Nach dieser Prüfung kann es losgehen. In dem Moment, in dem der Blutstropfen auf den Teststreifen trifft, wird eine chemische Reaktion in Gang gesetzt. Auf dem Streifen ist ein winziger Tropfen Thromboplastin untergebracht, ein Protein, das die Gerinnung anstößt: Blutplättchen stapeln sich aufeinander, die Blutkörperchen verklumpen. Solange dieser Vorgang andauert, entsteht ein winziger elektrischer Strom. Wenn das Tröpfchen nur noch ein zähes Häufchen ist, hört der Strom auf zu fließen, und das Ergebnis, die Gerinnungszeit, steht fest.

Das Minilabor simuliert also eine Wunde, und für dieses Stück Körper müssen wohnliche Bedingungen herrschen. Die Testkammer sollte 36,5 Grad Celsius warm sein. Ist das Gerät abgekühlt, muss der Teststreifen leicht erhitzt werden. Weil das aber viel Strom verbraucht, darf die Betriebstemperatur 18 Grad nicht unterschreiten (und 32 Grad nicht überschreiten) – sonst verweigert das Gerät seinen Dienst. Auch darf die relative Luftfeuchtigkeit nicht über 85 Prozent liegen. Dadurch sind freien Reisen ohne Arztkontakt in die Tropen und in die Antarktis enge Grenzen gesetzt.

Unter mitteleuropäischen Wetterbedingungen spuckt das Gerät die Ergebnisse meist prompt aus. Doch mit der Messung ist es nicht getan. Die eigentliche Herausforderung ist die individuelle Anpassung der Marcumar-Dosierung. Ohne Kenntnis von Gerinnungsvorgängen und Pharmakologie ist das ein aussichtsloses Unterfangen – deshalb gibt es das Gerät auch nur nach intensiver Schulung.

Wichtig ist zum Beispiel, was man isst: Vitamin K, etwa in Blumenkohl enthalten, ist ein natürlicher Gegenspieler von Marcumar und kann dessen Wirkung aufheben. Da sich die Gerinnungslage mit Marcumar in Zeitlupe verändert, sind nach dem Genuss von indiziertem Gemüse einige Tage des Wartens nötig. Erst dann lassen sich Schlüsse für eine Anpassung der Dosis ziehen – eine quälend langsame Reaktion.

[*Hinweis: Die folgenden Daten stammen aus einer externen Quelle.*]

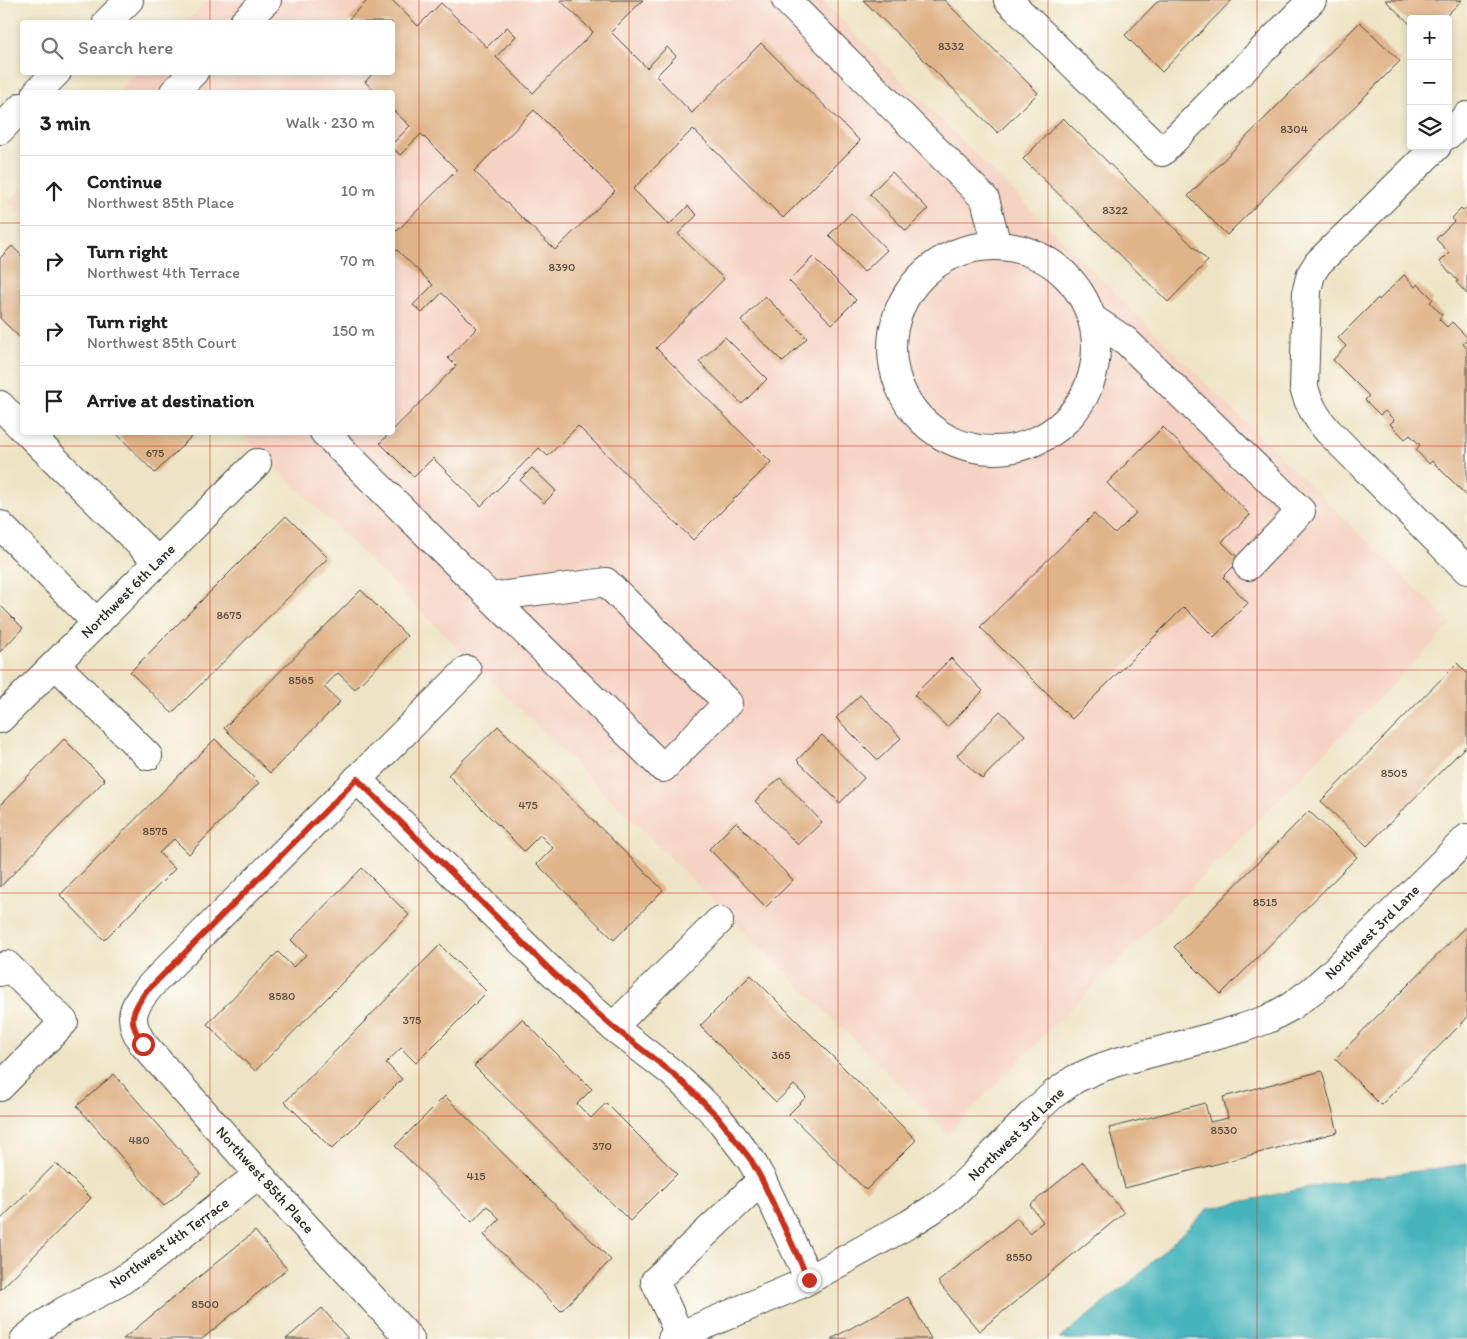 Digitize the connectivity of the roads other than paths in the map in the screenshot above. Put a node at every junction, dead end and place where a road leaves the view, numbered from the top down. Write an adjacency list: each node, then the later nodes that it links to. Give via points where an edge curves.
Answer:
1 (129, 0): 6 (street)
2 (267, 0): 7 (street)
3 (786, 0): 17 (street, via 985,199)
4 (1008, 0): 5 (street, via 1162,152)
5 (1312, 0)
6 (109, 20)
7 (246, 20)
8 (54, 75): 10 (street)
9 (191, 75): 11 (street)
10 (39, 90)
11 (176, 90)
12 (20, 110): 14 (street)
13 (1467, 116): 15 (street)
14 (0, 130)
15 (1452, 131)
16 (1433, 150): 27 (street, via 1318,263 1311,274 1307,290 1304,388 1316,418)
17 (997, 246): 18 (street, via 1023,250 1046,260 1067,276 1083,296); 18 (street, via 971,248 948,257 926,272 909,291 898,314 892,339 893,365 900,390 913,412 931,430 978,450 1004,451 1029,445 1052,433 1071,416 1086,395 1095,370 1097,345)
18 (1093, 320): 26 (street, via 1126,340 1300,511)
19 (0, 405): 20 (street)
20 (20, 426)
21 (31, 435): 25 (street)
22 (327, 435): 28 (street)
23 (257, 463): 25 (street, Northwest 6th Lane)
24 (0, 525): 29 (street)
25 (158, 562): 29 (street, Northwest 6th Lane)
26 (1248, 566)
27 (1467, 570)
28 (491, 597): 28 (street, via 664,768 728,703 606,582)
29 (97, 623): 30 (street, Northwest 6th Lane)
30 (54, 664): 32 (street, Northwest 6th Lane); 33 (street)
31 (466, 670): 34 (street)
32 (0, 719)
33 (148, 756)
34 (357, 779): 38 (street, via 547,967); 40 (street, Northwest 85th Place, via 153,983 133,1014 132,1024 143,1044)
35 (1463, 851): 42 (street, Northwest 3rd Lane, via 1334,972 1290,1007 1242,1028 1117,1062 1075,1079 1054,1094 953,1194 909,1224)
36 (719, 921): 38 (street)
37 (0, 972): 39 (street, via 7,965 64,1022)
38 (613, 1027): 41 (street, via 671,1072 717,1116 751,1160)
39 (0, 1087)
40 (259, 1174): 44 (street, Northwest 4th Terrace, via 144,1265 64,1311); 45 (street, Northwest 85th Place)
41 (762, 1180): 42 (street); 43 (street, via 655,1281)
42 (809, 1280): 43 (street, Northwest 3rd Lane)
43 (676, 1337)
44 (25, 1339)
45 (410, 1339) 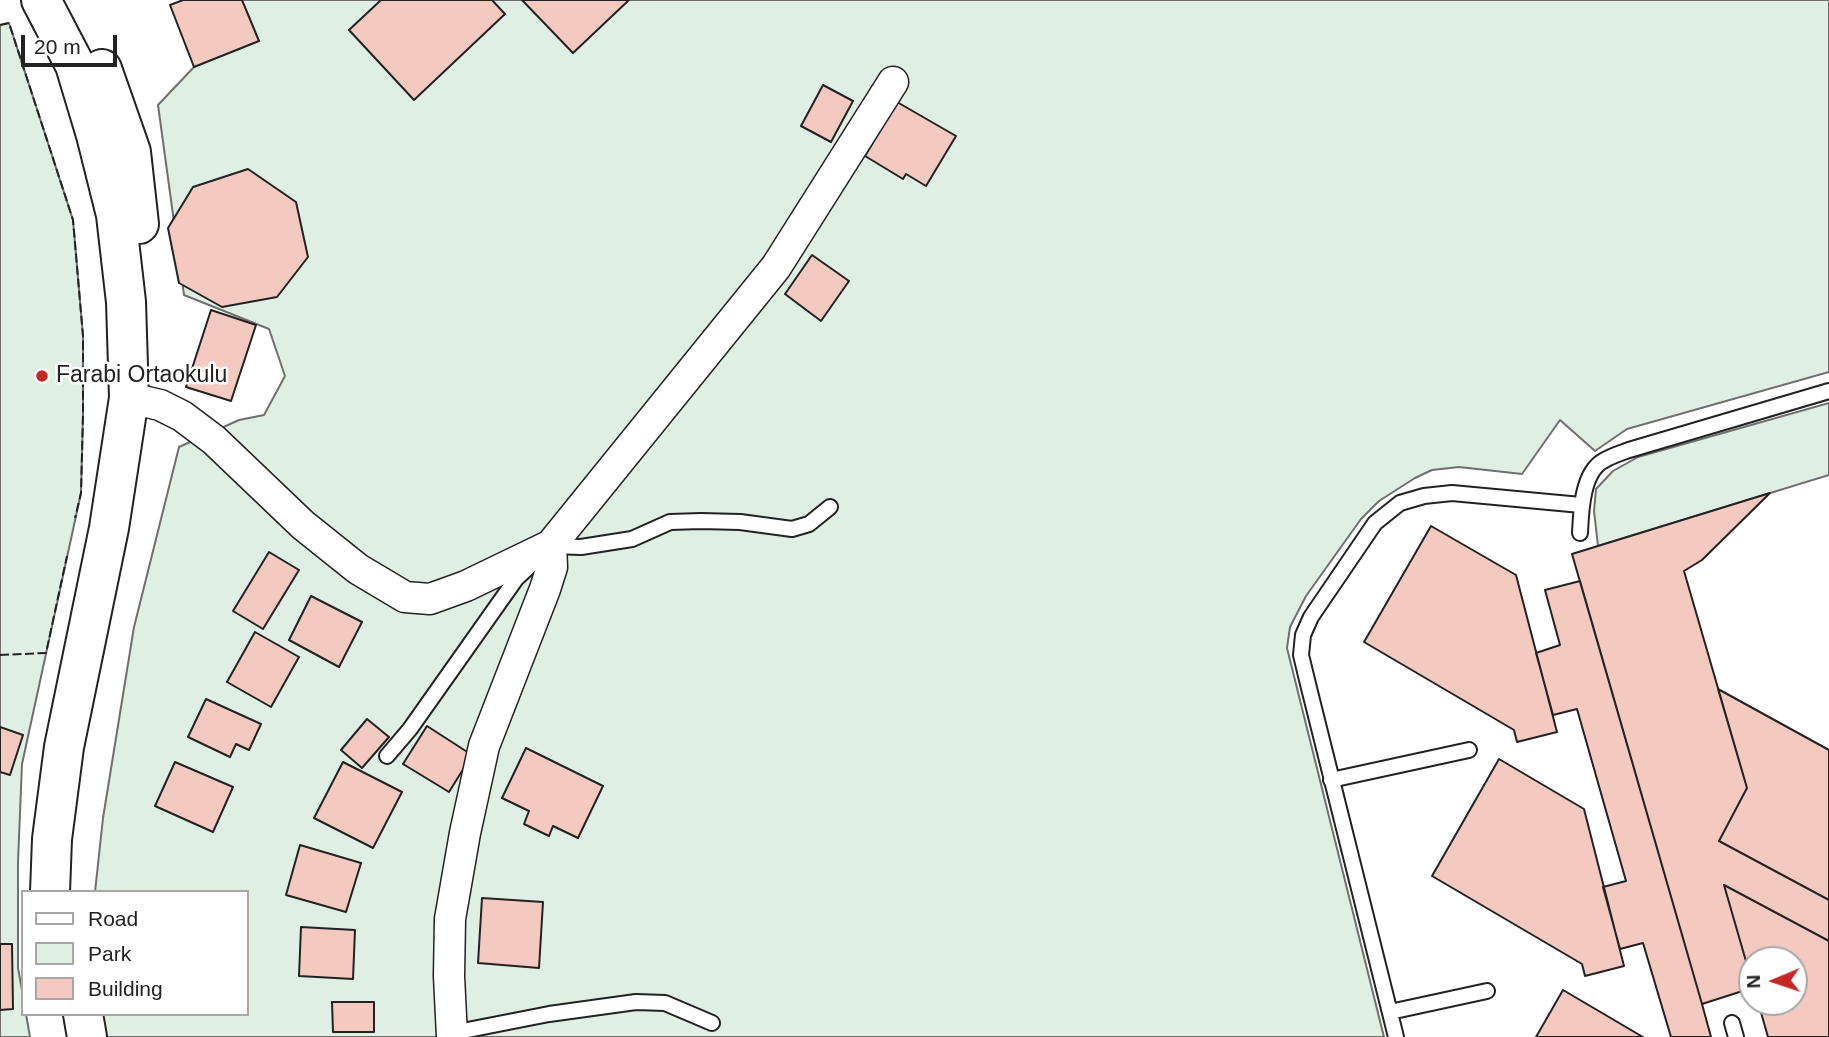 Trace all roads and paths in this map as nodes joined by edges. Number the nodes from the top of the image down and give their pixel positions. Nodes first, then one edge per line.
1 (41, 0) edge
2 (69, 0) edge
3 (893, 82) dead end
4 (1829, 391) edge
5 (137, 400) junction
6 (1581, 505) junction
7 (830, 507) dead end
8 (1580, 533) dead end
9 (551, 545) junction
10 (1469, 750) dead end
11 (387, 756) dead end
12 (1331, 780) junction
13 (50, 890) edge
14 (74, 890) edge
15 (1487, 991) dead end
16 (1390, 1012) junction
17 (58, 1016) edge
18 (83, 1016) edge
19 (712, 1023) dead end
20 (452, 1035) edge
21 (60, 1037) edge
22 (87, 1037) edge
23 (1396, 1037) edge

1 - 5 main road
2 - 5 main road
3 - 9 street
4 - 6 lane
5 - 9 street
5 - 13 main road
5 - 14 main road
6 - 8 lane
6 - 12 lane
7 - 9 lane
9 - 11 lane
9 - 20 street
10 - 12 lane
12 - 16 lane
15 - 16 lane
16 - 23 lane
17 - 21 main road
18 - 22 main road
19 - 20 lane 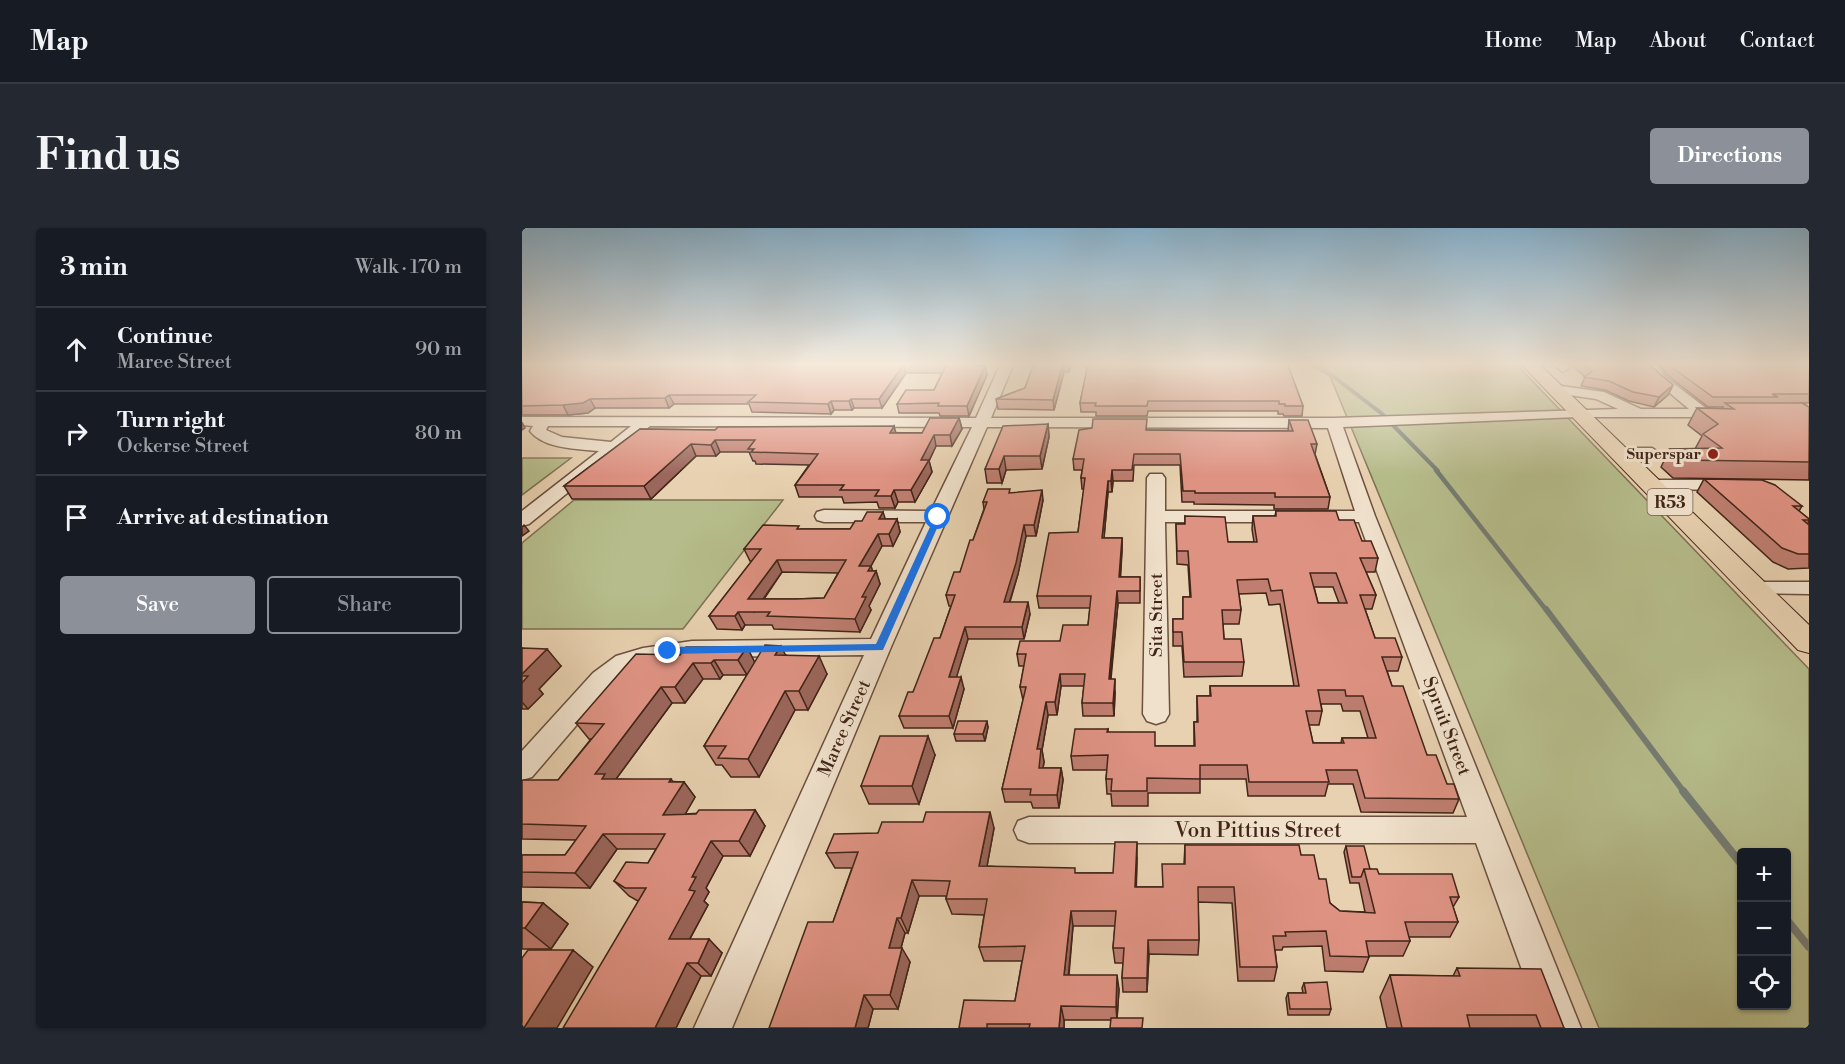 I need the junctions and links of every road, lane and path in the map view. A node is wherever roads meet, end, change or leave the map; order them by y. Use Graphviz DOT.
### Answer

Aber dank dem Taschenlabor muss man nicht mehr nach jedem Blumenkohl-Fauxpas zum Arzt rennen.

 
Leser-Kommentare
    • Medman
    • 06.11.2009 um 19:07 Uhr

    Gut, dass es inzwischen solche Geräte gibt und Patienten, die auf Marcumar angewiesen sind, nicht dauernd zum Arzt rennen müssen um die Dosis den "Verdünnungswerten" (Quick, INR)ihres Blutes anzupassen. Das spart Geld und Nerven, entleert die ohnehin überfüllten Wartezimmer und födert die Patienten-Autonomie.
    Glücklicherweise wird Marcumar evtl. schon in den nächsten 5 Jahren vom Markt verschwiden. Denn inzwischen gibt es Medikamente ("direkte Faktor-Xa-Inhibitoren") mit ebenso guter "Blutverdünnung", die aber OHNE ständige Laborkontrollen auskommen. Was allerdings noch fehlt ist die Zulassung für die typischen Indikationen bei denen Marcumar gegeben wird (z.B. Vorhofflimmern). Studien hierzu laufen derzeit und sind z.T. schon 2010 abgeschlossen.
    Das würde heißen: 1x täglich eine Tablette, fertig. Kein Blutabnehmen, keine versehentliche Überdosierung und Wechselwirkungen.
    Hierdurch sollte auch die Rate an Blutungskomplikationen(z.B. Hirnblutung), welche unter Marcumar regelmäßig vorkommen (Risiko etwa 1% pro Jahr), zurück gehen.
    Voraussetzung hierfür wäre allerdings eine vernünftige Preispolitik der Pharmaindustrie - denn EINE Tablette Marcumar kostet heute etwa 20 Cent, EINE Tablette der neuen Faktor-Xa-Inhibitorem hingegen ca. 7 Euro ("Xarelto"). Somit wären die Kosten um etwa das 35-fache höher!